What is expected: The word "Railroad" marks the lines to find; copy every such line from the data below.

Saved data entries:
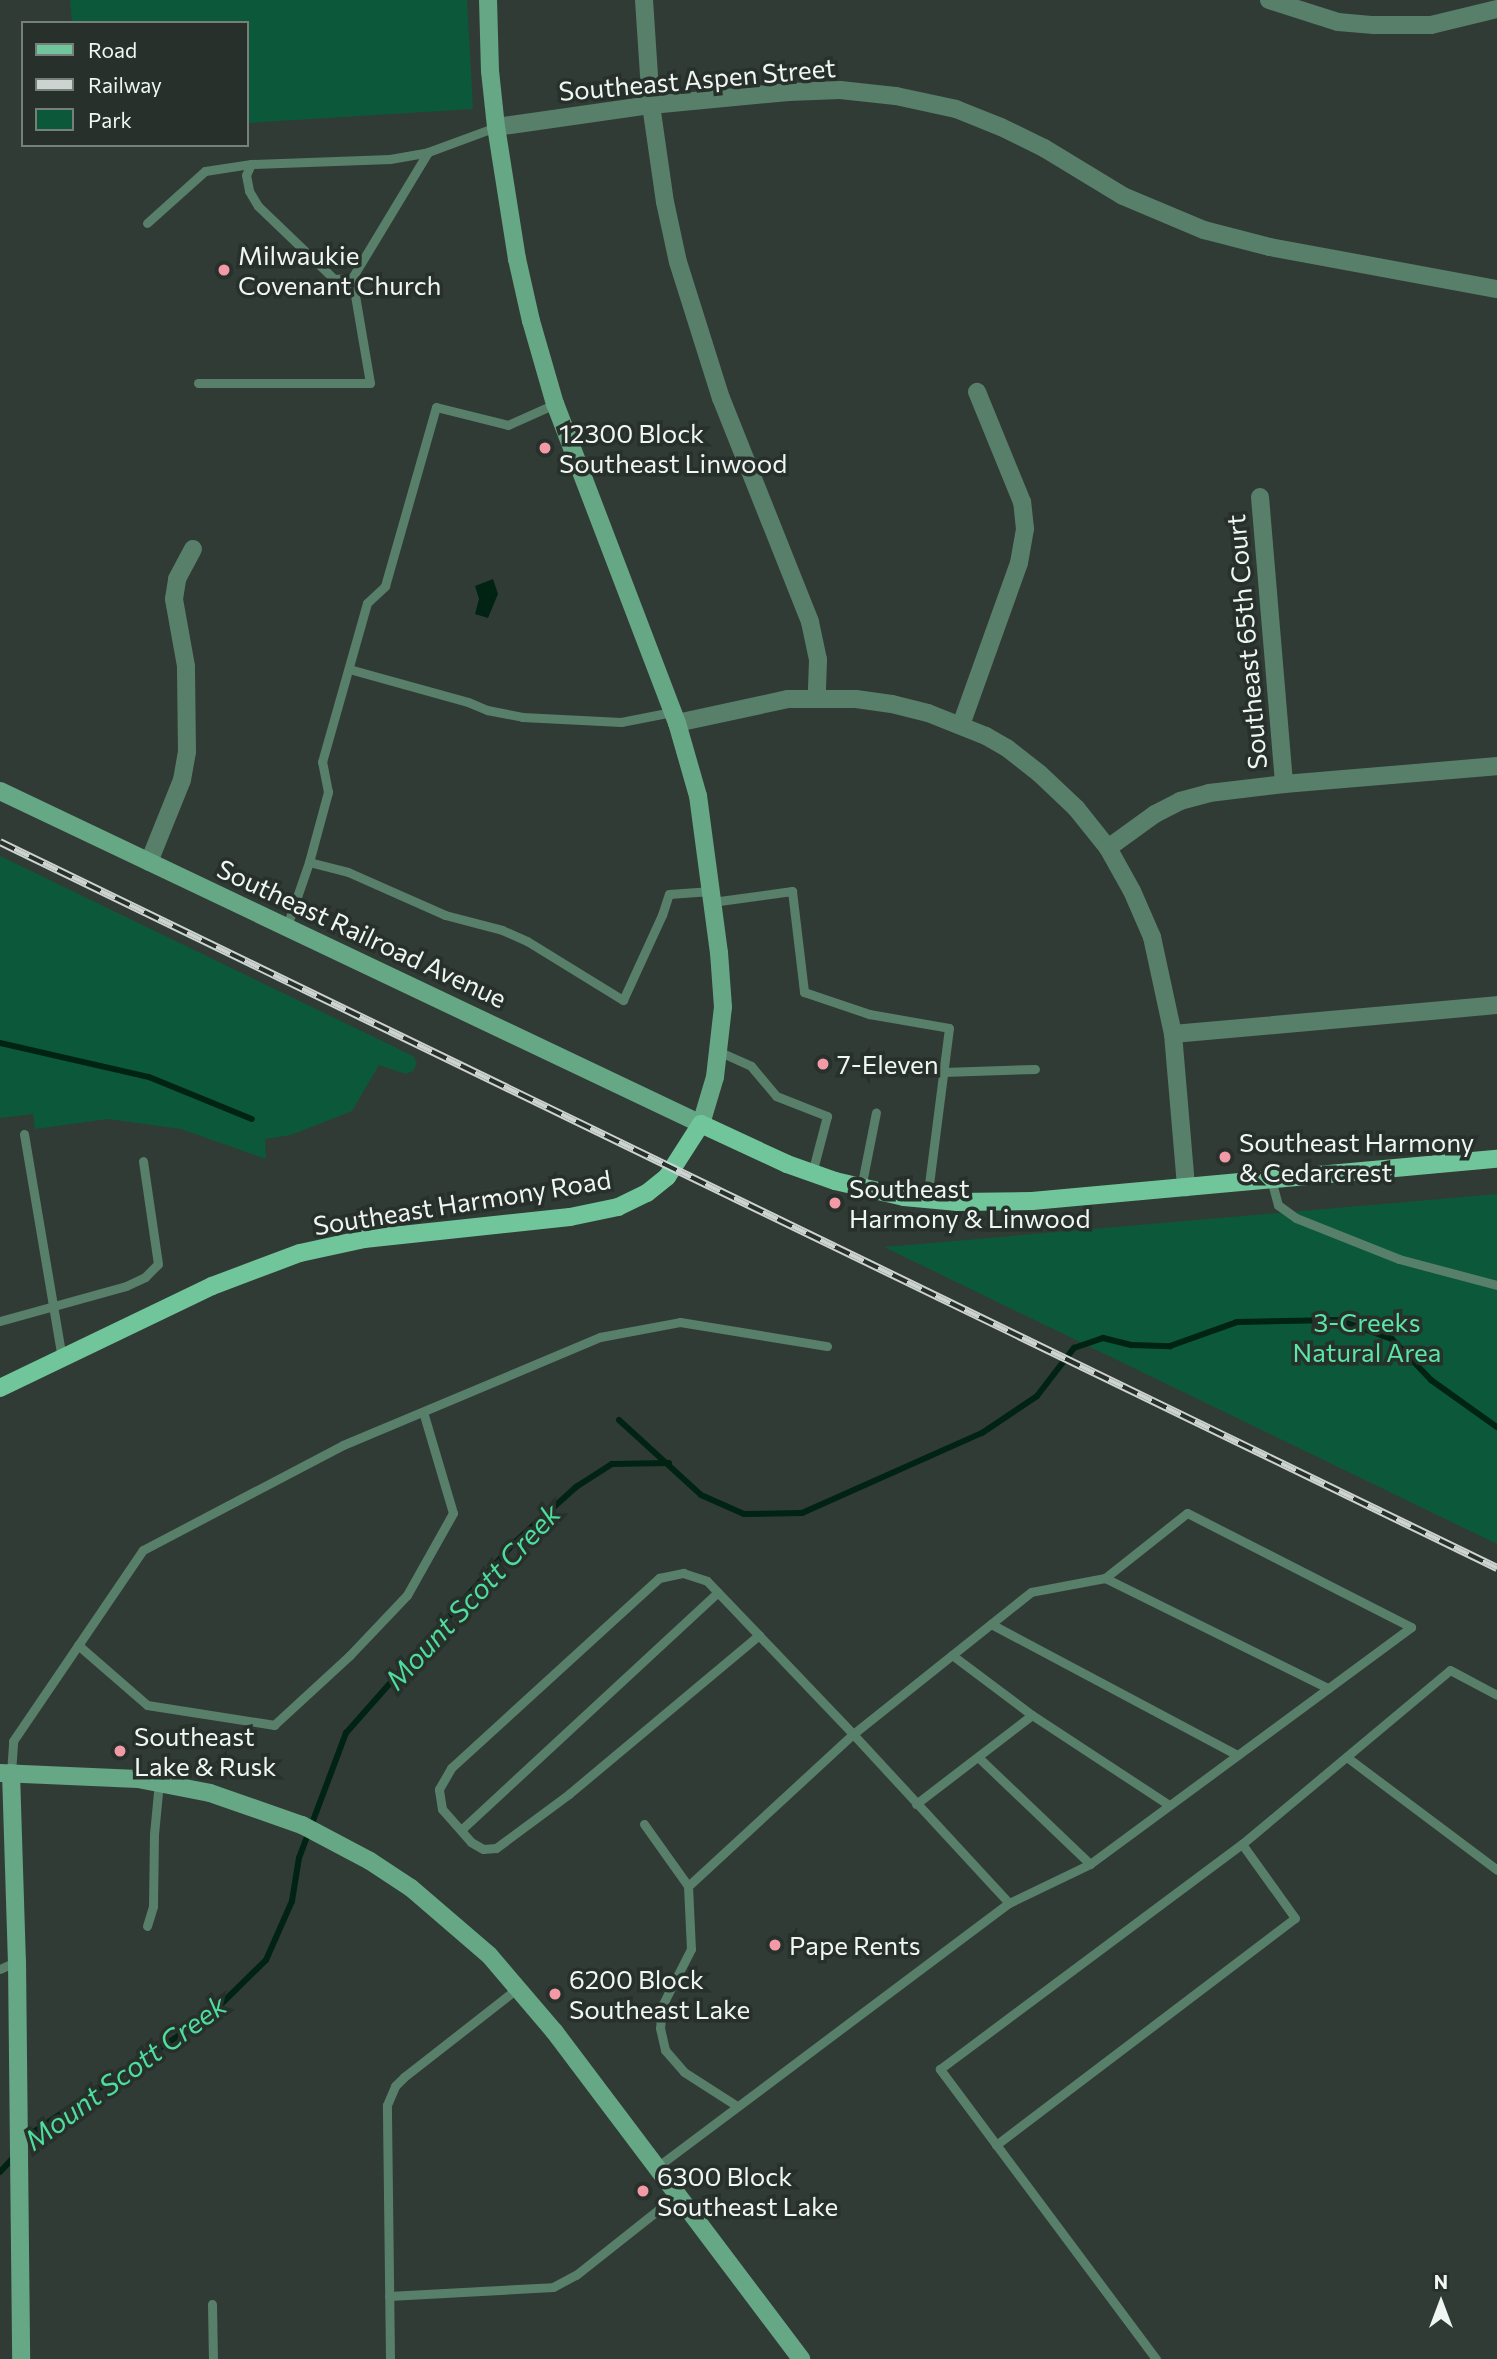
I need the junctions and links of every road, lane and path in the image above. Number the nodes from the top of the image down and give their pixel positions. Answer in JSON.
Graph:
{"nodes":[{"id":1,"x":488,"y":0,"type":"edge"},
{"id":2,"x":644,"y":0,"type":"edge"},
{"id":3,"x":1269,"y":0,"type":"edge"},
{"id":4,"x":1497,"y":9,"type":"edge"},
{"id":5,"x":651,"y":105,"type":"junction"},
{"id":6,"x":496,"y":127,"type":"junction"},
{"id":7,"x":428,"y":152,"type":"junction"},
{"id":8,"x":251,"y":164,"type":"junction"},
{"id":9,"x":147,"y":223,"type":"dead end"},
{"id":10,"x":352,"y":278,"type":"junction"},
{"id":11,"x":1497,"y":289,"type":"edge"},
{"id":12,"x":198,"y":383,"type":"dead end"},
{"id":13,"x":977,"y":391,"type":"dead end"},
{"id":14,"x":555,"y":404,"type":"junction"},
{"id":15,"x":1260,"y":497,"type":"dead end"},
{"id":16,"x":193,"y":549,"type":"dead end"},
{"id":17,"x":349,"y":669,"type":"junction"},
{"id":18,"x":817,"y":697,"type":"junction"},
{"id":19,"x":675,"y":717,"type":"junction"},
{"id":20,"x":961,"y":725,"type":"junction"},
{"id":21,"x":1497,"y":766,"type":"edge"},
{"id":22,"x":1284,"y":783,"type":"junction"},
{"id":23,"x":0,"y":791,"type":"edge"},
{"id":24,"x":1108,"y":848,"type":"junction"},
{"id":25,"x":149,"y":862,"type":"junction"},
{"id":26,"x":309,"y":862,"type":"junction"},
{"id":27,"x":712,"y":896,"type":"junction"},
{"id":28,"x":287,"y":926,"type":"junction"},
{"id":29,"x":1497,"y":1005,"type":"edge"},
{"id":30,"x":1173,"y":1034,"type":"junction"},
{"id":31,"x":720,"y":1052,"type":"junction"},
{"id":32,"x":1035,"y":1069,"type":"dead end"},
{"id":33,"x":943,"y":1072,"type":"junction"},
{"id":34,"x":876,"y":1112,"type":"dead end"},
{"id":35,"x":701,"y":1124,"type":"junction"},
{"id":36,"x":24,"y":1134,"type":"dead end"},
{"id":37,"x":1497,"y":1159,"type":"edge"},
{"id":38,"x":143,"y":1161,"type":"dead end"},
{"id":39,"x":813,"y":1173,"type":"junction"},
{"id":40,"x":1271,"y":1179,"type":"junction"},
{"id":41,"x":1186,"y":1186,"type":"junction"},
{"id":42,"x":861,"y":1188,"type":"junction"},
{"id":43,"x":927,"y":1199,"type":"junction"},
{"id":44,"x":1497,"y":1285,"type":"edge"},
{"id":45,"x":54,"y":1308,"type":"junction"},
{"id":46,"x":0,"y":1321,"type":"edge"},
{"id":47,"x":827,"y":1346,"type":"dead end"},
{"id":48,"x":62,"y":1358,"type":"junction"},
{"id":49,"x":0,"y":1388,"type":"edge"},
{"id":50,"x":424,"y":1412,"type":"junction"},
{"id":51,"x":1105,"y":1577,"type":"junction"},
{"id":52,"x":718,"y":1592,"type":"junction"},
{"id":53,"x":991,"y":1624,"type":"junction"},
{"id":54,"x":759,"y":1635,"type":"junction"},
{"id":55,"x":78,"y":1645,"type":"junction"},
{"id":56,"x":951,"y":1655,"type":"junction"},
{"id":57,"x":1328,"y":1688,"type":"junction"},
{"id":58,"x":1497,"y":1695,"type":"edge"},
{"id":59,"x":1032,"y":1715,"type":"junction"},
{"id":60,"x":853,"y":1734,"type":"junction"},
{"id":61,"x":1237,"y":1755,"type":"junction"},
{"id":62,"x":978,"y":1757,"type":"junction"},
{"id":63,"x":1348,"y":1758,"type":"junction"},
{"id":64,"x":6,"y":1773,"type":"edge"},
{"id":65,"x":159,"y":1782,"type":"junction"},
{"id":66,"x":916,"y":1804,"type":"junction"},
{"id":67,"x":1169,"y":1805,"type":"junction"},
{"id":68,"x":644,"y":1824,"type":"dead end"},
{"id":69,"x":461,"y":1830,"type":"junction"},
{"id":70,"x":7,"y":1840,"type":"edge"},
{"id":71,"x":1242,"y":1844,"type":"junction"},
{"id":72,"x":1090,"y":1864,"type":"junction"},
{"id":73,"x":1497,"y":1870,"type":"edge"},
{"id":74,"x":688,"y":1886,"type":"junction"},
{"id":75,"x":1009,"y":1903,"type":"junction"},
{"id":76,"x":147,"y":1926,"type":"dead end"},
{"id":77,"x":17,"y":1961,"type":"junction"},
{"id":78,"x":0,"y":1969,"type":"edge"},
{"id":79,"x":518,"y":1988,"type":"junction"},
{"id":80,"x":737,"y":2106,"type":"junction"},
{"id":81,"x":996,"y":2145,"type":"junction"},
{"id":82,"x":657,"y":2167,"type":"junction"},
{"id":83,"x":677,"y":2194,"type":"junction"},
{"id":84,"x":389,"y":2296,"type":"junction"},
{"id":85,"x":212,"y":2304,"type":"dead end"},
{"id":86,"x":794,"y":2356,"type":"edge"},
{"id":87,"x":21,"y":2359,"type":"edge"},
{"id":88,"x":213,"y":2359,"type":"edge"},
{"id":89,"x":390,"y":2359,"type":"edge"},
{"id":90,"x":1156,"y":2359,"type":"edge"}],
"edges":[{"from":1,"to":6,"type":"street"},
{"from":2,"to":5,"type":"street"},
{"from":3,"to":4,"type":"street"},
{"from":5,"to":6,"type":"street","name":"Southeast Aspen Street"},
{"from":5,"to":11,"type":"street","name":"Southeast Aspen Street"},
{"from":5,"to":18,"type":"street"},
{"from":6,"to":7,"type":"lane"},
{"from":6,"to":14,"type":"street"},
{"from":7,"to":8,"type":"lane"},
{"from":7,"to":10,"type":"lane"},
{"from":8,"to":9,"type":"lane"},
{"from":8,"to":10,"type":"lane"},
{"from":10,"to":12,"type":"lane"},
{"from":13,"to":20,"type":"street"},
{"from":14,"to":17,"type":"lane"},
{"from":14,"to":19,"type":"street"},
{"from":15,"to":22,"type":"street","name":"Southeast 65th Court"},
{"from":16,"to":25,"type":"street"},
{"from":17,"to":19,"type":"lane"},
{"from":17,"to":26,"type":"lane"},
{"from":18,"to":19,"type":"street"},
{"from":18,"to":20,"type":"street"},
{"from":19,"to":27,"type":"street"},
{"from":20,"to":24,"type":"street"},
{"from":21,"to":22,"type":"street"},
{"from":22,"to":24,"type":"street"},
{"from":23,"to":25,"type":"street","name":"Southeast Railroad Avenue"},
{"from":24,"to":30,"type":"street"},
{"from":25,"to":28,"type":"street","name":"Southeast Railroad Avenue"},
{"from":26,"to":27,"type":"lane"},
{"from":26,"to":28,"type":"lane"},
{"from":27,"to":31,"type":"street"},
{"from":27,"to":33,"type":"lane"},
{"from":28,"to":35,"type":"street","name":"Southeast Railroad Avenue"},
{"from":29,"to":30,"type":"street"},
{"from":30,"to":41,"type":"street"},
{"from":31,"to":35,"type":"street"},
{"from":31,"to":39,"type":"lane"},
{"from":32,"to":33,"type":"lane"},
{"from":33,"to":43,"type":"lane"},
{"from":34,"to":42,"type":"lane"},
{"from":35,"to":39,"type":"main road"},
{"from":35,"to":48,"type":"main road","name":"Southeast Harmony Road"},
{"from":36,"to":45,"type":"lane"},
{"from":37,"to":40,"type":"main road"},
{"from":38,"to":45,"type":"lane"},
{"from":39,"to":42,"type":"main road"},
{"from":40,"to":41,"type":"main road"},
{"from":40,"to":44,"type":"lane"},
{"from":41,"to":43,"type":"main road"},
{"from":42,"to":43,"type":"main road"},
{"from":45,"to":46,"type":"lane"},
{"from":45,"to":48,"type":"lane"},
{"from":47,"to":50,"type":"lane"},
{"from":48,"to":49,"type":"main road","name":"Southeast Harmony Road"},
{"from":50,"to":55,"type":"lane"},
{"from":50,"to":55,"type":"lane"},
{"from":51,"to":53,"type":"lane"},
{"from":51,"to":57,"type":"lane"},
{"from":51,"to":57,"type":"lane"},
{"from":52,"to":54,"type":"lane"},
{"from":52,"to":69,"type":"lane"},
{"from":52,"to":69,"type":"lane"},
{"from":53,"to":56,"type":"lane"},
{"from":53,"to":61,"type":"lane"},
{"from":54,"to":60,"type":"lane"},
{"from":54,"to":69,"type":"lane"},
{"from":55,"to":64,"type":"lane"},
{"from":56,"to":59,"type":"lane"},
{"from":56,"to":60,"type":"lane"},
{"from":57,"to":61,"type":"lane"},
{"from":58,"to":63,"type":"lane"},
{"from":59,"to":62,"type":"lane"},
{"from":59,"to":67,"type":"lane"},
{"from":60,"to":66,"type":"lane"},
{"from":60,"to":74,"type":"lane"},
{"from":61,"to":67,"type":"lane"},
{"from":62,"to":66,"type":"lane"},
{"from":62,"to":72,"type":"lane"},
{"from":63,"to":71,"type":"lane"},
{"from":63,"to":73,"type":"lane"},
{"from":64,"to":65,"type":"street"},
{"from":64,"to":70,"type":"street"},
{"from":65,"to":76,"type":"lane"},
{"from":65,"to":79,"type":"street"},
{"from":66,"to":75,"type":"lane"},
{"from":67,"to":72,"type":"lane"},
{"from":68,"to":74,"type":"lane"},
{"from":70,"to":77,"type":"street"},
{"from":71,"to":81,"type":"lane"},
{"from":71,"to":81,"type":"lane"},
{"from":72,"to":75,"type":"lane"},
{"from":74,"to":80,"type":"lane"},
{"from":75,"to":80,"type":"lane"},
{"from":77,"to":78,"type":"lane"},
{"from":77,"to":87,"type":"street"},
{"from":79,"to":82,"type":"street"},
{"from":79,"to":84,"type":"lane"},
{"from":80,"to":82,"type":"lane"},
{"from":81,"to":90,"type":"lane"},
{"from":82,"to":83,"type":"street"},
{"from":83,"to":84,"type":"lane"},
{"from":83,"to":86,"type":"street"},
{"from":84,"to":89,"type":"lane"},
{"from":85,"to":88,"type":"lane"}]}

Completed task:
{"from":23,"to":25,"type":"street","name":"Southeast Railroad Avenue"},
{"from":25,"to":28,"type":"street","name":"Southeast Railroad Avenue"},
{"from":28,"to":35,"type":"street","name":"Southeast Railroad Avenue"},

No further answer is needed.